**Task goal**
Among the records that follow, count the lines with the string "North"; report only that count.

====

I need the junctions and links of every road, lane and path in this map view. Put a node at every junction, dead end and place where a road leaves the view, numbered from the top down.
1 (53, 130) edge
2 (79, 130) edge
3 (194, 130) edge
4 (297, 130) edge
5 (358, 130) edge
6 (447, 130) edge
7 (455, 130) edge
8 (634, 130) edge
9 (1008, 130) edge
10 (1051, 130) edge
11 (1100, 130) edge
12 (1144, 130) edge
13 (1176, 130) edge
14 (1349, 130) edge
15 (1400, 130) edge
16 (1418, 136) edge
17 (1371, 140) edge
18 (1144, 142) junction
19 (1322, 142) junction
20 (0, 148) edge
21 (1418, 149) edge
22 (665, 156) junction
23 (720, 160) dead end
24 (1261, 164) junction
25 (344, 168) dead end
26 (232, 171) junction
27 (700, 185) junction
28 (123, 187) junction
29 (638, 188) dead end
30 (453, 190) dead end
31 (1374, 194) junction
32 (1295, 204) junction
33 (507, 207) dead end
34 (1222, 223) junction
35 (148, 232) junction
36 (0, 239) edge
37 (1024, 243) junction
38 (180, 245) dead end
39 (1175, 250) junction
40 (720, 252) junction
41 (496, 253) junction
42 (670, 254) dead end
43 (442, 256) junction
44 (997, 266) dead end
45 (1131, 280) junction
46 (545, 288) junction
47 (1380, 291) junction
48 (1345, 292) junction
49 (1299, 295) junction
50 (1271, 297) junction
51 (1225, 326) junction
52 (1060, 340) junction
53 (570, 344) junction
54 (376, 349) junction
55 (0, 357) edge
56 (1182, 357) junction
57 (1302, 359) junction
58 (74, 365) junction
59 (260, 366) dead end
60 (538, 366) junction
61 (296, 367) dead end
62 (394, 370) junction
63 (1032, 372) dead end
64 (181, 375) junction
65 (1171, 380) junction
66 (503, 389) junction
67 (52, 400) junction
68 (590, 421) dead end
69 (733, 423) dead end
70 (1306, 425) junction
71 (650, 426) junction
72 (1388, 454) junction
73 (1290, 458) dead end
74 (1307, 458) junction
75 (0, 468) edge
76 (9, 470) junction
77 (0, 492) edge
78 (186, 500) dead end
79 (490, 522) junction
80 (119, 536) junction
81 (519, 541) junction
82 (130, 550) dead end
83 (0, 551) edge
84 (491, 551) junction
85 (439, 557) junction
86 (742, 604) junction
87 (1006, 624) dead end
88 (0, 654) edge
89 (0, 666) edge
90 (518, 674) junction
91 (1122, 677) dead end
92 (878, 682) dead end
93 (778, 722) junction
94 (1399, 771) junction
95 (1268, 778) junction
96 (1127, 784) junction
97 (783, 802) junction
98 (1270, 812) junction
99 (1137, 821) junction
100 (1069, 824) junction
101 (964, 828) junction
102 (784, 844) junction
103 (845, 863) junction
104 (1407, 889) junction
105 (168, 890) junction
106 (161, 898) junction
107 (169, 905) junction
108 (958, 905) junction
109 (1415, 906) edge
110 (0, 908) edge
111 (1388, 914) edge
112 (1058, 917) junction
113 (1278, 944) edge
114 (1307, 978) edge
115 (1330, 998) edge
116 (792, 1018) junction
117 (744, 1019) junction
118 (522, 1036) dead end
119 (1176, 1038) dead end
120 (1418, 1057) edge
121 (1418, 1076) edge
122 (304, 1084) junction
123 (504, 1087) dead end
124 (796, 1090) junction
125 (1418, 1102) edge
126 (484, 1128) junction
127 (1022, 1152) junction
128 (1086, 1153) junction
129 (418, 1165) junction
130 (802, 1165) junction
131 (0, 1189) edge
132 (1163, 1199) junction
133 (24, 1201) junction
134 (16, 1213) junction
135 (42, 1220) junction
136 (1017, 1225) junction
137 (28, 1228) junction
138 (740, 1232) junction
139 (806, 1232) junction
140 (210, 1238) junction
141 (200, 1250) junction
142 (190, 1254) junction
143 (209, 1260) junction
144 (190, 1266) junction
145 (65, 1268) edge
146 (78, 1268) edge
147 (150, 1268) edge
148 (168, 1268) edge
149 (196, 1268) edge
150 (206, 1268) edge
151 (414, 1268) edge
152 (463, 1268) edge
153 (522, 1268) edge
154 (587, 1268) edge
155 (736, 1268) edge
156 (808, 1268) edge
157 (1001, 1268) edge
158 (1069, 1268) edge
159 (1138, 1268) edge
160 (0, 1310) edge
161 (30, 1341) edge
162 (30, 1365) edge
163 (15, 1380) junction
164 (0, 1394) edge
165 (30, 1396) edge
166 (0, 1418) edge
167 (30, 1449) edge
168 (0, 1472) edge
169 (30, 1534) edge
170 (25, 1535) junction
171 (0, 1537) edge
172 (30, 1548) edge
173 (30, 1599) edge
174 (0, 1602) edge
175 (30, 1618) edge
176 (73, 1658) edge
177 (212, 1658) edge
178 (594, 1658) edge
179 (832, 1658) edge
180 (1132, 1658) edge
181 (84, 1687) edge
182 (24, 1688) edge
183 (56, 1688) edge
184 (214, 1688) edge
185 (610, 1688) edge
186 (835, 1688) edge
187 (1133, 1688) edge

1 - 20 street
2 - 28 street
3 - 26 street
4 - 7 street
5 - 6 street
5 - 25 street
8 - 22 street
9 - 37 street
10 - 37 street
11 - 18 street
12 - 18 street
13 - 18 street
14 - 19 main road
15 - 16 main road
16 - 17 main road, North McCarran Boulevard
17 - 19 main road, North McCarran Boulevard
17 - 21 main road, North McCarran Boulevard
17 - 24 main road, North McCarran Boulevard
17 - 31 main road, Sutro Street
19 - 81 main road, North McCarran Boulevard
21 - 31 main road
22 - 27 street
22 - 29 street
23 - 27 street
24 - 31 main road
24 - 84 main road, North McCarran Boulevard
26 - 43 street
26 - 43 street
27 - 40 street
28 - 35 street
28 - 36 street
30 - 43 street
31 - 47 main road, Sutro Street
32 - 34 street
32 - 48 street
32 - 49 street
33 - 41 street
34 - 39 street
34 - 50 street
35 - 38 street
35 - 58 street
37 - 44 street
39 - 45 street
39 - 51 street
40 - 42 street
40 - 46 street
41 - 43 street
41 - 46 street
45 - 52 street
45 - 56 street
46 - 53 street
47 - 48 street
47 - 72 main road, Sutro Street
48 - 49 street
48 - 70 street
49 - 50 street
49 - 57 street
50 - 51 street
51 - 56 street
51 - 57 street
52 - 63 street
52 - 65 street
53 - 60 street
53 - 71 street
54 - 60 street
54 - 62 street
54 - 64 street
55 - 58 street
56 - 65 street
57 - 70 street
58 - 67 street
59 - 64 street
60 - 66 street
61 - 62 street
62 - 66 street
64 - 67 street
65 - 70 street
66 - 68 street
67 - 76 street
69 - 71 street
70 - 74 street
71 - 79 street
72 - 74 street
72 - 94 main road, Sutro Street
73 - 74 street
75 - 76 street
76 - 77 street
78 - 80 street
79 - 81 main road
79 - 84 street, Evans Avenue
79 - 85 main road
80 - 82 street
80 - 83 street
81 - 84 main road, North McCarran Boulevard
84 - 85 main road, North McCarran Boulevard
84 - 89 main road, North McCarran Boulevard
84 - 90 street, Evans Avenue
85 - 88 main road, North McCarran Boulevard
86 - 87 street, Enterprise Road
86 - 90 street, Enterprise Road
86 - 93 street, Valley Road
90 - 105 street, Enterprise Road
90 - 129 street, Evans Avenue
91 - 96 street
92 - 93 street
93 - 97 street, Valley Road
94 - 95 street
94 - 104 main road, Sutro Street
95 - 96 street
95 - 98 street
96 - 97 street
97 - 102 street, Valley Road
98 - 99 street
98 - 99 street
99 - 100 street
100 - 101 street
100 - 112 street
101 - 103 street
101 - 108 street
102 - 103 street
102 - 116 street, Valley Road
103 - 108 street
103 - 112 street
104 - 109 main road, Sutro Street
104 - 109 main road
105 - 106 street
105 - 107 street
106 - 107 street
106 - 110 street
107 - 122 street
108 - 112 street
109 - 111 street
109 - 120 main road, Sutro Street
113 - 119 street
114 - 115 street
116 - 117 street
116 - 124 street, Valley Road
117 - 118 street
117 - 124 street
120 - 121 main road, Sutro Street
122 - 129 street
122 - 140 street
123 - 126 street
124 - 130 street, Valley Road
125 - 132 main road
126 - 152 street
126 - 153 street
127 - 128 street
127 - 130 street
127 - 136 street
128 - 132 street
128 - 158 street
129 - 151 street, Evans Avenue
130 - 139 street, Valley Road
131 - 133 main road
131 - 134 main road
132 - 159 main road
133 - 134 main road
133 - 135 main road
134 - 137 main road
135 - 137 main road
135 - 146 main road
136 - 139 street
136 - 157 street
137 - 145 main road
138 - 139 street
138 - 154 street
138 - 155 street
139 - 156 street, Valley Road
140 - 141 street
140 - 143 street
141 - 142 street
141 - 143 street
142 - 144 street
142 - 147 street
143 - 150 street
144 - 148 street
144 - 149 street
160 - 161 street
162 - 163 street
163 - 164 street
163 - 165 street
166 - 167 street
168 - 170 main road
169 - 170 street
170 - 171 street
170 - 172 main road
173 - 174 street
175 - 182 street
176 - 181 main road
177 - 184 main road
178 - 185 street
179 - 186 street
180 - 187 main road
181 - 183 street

====

**Written reply**
10